━━━ RECORDED DATA

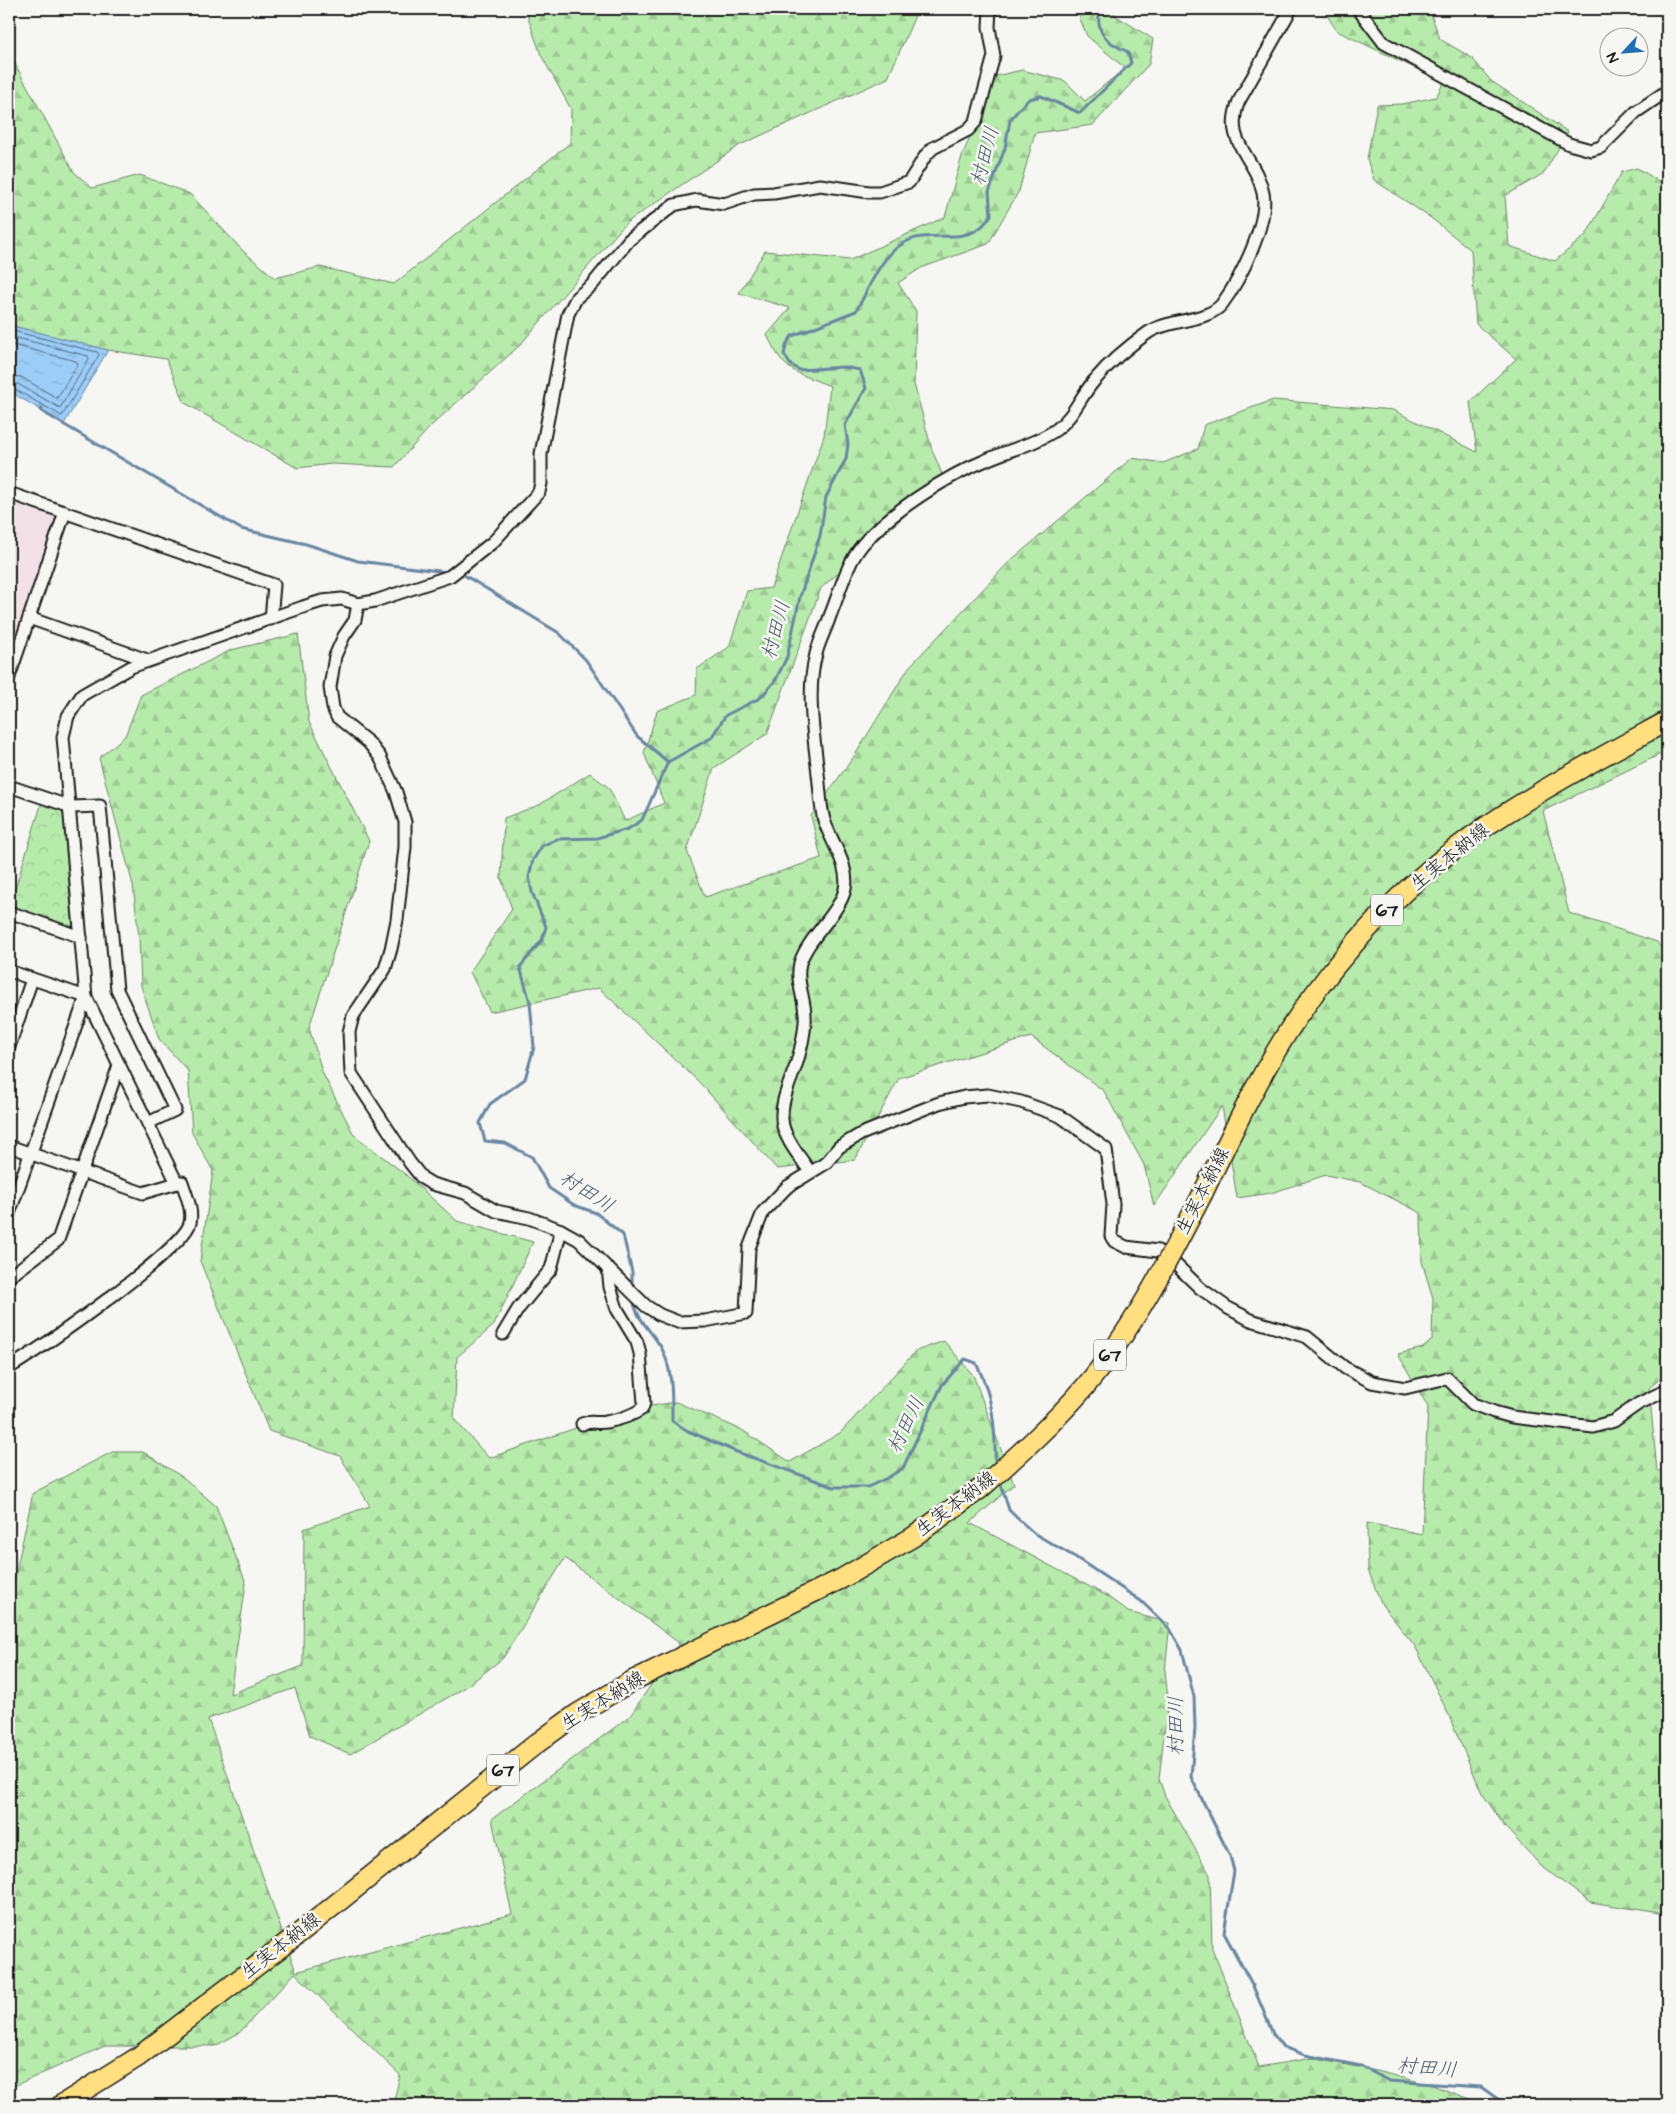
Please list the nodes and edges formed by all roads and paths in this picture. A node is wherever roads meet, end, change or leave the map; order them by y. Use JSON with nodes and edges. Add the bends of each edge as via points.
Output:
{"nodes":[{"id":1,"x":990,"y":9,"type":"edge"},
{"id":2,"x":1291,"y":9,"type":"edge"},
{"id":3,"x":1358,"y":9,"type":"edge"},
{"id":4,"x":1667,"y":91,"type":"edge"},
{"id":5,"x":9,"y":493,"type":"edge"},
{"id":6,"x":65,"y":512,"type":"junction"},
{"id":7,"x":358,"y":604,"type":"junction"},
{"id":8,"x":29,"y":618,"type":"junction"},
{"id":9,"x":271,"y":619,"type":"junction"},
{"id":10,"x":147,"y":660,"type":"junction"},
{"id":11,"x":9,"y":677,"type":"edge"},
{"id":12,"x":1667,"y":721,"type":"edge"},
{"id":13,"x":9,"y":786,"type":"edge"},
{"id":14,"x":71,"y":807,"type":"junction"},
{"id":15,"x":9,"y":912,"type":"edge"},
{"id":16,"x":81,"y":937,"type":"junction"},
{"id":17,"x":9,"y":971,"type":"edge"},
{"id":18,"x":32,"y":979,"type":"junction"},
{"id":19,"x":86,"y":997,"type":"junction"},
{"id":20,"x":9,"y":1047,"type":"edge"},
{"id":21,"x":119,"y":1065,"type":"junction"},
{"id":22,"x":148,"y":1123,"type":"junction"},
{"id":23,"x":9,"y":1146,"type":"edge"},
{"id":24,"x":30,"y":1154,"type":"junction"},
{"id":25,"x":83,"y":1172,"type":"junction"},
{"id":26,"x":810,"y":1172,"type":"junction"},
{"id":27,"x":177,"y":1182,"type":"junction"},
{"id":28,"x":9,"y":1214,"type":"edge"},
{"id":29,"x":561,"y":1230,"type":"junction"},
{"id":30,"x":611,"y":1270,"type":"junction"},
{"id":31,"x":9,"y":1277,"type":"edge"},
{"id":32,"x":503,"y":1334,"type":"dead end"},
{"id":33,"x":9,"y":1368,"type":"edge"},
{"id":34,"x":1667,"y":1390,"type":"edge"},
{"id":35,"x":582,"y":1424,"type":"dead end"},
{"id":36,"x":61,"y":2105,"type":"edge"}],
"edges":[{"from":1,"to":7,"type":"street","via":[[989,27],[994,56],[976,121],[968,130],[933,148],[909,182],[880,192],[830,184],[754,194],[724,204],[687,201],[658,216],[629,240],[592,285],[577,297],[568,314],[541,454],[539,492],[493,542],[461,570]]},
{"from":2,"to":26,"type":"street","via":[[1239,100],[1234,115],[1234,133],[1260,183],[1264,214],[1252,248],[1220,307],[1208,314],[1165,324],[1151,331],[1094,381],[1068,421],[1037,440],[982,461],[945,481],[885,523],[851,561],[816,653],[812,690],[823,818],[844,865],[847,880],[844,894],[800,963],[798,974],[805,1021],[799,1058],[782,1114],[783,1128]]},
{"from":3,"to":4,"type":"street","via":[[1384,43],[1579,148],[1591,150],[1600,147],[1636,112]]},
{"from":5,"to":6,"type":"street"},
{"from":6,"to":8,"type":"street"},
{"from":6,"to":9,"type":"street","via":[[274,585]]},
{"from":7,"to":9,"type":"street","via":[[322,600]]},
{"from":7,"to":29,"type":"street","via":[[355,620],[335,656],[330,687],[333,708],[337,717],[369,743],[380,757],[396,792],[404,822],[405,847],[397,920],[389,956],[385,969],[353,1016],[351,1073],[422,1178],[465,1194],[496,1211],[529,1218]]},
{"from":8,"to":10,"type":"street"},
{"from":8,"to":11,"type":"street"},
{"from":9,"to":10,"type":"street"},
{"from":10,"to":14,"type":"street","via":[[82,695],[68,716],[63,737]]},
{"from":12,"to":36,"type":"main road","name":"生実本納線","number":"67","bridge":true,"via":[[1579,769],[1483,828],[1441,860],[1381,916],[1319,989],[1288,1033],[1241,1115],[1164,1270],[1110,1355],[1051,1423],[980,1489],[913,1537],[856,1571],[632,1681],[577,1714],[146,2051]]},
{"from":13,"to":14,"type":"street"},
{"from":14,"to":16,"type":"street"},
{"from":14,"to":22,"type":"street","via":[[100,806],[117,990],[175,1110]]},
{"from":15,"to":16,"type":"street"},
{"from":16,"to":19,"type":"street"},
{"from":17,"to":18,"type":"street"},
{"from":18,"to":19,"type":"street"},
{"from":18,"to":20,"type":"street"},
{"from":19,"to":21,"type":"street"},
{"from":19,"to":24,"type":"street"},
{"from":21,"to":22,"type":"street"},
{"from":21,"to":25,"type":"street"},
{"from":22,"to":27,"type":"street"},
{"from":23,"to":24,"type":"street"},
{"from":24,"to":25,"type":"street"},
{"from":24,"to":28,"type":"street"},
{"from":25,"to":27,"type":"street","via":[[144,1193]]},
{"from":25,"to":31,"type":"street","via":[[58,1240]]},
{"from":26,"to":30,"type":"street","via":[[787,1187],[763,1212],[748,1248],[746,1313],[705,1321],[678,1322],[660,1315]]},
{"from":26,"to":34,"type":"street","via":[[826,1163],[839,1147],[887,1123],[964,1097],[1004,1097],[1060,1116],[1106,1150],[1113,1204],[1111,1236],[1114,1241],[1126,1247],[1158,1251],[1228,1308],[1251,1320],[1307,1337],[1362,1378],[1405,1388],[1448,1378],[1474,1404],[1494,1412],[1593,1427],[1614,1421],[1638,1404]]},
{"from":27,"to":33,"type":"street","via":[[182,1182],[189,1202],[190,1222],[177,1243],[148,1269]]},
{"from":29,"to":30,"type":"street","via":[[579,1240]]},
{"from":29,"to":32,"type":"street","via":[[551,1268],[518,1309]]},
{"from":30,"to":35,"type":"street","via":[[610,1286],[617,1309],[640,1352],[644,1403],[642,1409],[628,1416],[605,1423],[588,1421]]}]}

━━━━━━
━━━ RECORDED DATA

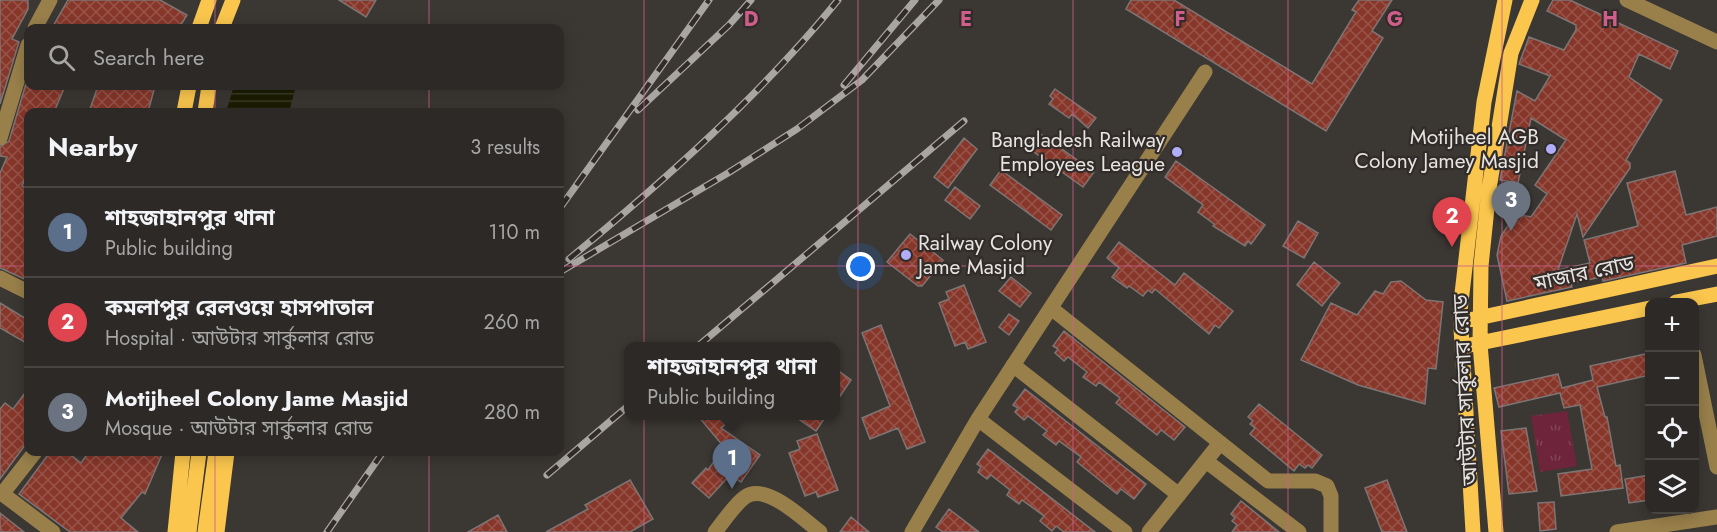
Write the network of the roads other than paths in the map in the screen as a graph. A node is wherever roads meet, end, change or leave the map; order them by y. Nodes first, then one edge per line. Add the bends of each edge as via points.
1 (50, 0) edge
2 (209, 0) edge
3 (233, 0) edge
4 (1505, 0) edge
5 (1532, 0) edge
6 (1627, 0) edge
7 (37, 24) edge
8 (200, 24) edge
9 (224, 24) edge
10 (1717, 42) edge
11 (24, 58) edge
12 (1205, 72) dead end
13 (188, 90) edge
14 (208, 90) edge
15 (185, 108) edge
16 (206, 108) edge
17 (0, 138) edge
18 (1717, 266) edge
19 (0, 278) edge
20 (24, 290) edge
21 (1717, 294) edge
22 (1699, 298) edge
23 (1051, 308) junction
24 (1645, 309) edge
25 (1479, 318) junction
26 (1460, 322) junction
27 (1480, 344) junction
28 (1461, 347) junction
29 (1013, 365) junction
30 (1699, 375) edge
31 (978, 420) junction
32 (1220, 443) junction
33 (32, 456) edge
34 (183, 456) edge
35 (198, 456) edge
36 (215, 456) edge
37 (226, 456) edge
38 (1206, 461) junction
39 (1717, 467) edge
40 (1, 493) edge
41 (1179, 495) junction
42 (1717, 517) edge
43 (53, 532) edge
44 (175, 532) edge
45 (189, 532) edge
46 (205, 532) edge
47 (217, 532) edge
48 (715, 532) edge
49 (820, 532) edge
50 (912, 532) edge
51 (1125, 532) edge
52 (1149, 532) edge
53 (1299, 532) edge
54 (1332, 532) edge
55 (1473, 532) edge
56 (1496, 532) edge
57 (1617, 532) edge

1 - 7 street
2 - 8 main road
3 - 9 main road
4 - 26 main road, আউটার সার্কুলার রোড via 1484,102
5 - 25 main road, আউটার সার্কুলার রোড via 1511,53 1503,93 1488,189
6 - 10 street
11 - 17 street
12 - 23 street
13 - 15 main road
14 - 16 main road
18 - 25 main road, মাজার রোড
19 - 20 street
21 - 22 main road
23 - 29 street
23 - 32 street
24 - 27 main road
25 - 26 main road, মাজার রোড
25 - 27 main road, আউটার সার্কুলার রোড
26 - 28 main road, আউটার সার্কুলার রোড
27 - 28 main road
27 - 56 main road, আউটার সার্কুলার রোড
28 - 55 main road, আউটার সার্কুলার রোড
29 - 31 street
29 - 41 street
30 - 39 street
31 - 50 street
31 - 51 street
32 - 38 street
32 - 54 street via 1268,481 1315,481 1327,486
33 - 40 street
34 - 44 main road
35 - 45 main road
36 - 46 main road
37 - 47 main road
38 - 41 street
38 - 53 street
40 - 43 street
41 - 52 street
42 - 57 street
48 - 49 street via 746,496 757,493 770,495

━━━━━━

ACTION ITEM.
Every line above that holds "dead" should be copied out.

EXERCISE ANSWER.
{"id":32,"x":503,"y":1334,"type":"dead end"},
{"id":35,"x":582,"y":1424,"type":"dead end"},
12 (1205, 72) dead end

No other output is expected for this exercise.